### [ABOUT THIS TASK]
Work out how many lines of the listing hold the string "Frazier", then answer with that number and nothing else.

### [DATA EXTRACTS]
☆ ☆ ☆ ☆ ☆ ☆ ☆

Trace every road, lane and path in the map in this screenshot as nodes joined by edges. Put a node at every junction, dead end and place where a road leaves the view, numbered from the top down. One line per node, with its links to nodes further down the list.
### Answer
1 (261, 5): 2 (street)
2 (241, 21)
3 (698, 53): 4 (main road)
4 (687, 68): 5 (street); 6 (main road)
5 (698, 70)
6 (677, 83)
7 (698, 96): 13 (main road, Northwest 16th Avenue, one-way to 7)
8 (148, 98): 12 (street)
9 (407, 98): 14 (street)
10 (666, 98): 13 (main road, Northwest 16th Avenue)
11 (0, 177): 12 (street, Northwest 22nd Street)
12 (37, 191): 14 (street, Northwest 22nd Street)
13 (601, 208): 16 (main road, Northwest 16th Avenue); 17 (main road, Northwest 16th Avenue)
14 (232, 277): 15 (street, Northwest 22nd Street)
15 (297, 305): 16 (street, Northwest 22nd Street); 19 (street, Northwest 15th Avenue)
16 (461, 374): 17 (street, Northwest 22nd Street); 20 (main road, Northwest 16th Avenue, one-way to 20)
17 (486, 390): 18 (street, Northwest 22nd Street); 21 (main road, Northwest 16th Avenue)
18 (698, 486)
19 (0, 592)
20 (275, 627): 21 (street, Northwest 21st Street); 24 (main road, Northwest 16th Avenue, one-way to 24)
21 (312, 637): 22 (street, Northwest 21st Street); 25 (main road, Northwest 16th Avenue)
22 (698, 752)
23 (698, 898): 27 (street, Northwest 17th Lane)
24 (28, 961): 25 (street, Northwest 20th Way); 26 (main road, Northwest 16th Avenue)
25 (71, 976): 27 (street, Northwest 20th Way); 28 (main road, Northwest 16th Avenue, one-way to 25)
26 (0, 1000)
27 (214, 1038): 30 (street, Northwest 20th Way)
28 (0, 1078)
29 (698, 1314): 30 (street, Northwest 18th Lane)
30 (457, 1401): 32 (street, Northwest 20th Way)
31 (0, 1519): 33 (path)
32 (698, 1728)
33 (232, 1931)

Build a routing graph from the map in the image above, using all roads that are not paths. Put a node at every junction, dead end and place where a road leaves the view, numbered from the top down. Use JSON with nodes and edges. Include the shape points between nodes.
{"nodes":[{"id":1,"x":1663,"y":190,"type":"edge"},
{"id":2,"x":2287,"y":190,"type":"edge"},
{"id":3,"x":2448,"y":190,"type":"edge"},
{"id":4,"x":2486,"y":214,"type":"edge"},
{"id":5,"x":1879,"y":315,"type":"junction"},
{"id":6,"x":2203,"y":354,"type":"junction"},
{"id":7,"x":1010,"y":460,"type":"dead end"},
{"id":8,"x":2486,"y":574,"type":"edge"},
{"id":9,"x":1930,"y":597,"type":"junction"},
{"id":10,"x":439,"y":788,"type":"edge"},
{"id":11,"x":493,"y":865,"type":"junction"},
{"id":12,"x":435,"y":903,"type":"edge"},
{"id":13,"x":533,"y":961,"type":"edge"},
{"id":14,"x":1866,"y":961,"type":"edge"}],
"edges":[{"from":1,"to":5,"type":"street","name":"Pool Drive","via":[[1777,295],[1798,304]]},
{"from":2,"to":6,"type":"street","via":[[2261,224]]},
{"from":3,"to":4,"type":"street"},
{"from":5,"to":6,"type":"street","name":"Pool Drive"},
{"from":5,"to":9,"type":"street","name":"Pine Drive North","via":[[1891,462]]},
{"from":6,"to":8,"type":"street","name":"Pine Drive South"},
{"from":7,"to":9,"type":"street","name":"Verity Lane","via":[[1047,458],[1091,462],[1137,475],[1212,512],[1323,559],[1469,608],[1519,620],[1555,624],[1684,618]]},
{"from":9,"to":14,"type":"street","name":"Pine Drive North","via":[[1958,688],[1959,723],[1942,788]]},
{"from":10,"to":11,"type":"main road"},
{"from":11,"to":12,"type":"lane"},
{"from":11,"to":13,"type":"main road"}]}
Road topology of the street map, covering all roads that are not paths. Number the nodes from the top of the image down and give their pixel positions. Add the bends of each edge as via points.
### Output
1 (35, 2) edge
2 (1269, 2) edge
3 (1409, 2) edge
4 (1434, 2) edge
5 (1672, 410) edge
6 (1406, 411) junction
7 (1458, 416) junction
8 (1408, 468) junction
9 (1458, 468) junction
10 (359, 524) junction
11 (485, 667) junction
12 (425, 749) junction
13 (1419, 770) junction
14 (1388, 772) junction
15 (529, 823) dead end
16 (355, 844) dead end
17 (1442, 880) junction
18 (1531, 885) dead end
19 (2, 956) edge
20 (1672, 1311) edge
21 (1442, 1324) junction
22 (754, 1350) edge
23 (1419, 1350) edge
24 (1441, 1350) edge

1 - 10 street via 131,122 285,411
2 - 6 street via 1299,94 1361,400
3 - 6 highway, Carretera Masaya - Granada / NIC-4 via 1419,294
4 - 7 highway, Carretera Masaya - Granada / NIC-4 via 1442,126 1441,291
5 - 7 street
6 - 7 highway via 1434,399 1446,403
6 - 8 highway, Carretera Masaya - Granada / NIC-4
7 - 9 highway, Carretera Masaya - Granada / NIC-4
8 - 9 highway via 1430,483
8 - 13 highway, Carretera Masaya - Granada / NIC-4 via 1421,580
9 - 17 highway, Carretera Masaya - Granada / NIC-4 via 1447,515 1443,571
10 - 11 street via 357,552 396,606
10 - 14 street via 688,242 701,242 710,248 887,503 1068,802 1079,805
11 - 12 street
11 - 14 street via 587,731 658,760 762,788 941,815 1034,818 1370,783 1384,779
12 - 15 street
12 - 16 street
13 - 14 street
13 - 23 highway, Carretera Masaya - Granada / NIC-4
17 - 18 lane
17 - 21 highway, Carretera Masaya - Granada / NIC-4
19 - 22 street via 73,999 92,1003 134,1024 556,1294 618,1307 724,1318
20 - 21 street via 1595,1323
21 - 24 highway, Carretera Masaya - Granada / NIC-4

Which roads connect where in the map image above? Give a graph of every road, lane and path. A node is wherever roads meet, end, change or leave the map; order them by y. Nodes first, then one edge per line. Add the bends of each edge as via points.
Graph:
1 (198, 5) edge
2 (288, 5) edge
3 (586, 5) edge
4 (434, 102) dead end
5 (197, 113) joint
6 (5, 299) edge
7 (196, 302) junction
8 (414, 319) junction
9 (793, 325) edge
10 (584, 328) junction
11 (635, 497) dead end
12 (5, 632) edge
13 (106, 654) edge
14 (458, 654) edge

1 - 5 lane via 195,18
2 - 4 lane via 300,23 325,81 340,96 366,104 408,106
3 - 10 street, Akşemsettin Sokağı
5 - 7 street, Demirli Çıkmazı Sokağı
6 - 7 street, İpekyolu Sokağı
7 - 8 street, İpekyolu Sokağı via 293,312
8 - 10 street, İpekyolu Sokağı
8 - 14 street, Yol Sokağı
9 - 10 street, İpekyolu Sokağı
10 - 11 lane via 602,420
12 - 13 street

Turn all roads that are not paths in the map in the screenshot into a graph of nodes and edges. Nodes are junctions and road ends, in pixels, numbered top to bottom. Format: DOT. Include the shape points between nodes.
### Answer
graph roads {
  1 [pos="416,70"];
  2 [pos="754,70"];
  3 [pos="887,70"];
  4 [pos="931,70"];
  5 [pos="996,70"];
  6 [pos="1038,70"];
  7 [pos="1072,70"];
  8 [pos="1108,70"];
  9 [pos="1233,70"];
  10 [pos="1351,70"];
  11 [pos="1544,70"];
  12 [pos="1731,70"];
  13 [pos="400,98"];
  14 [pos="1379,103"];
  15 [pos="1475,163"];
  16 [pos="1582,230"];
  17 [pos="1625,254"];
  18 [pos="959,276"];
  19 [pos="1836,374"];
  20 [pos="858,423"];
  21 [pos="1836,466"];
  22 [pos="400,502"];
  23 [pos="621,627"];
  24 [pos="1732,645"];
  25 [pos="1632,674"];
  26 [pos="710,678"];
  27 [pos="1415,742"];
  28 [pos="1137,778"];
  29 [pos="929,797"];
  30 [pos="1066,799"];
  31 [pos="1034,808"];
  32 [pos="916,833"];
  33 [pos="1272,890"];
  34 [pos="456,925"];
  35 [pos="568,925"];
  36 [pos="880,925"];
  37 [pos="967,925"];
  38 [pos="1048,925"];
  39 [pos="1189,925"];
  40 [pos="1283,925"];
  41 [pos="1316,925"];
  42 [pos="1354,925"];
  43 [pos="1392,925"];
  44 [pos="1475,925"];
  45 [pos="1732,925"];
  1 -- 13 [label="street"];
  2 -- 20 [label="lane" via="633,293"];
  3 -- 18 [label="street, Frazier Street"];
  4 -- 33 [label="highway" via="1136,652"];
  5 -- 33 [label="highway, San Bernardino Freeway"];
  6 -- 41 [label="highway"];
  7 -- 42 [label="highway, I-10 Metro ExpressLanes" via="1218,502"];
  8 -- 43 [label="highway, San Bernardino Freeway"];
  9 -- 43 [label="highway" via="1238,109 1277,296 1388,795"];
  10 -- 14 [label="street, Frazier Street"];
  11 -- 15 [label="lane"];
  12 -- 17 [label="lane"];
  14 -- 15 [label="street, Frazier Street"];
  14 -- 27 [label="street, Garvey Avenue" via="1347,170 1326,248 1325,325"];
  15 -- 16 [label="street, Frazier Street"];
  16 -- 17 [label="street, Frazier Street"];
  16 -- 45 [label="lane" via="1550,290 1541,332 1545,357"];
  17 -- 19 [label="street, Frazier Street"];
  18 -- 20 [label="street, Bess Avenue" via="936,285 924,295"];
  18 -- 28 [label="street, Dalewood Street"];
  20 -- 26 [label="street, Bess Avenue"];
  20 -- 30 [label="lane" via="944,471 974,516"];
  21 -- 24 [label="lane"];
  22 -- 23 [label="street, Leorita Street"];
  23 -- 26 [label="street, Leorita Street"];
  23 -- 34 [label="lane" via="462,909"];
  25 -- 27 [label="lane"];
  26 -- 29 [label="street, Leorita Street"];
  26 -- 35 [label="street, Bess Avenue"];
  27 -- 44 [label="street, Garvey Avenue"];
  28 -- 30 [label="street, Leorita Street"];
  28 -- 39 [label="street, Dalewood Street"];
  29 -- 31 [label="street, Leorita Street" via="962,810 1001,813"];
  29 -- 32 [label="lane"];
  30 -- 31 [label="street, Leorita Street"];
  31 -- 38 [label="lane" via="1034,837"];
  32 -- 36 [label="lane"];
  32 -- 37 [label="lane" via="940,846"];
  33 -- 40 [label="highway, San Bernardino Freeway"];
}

☆ ☆ ☆ ☆ ☆ ☆ ☆

### [SOLUTION FOR THIS EXERCISE]
6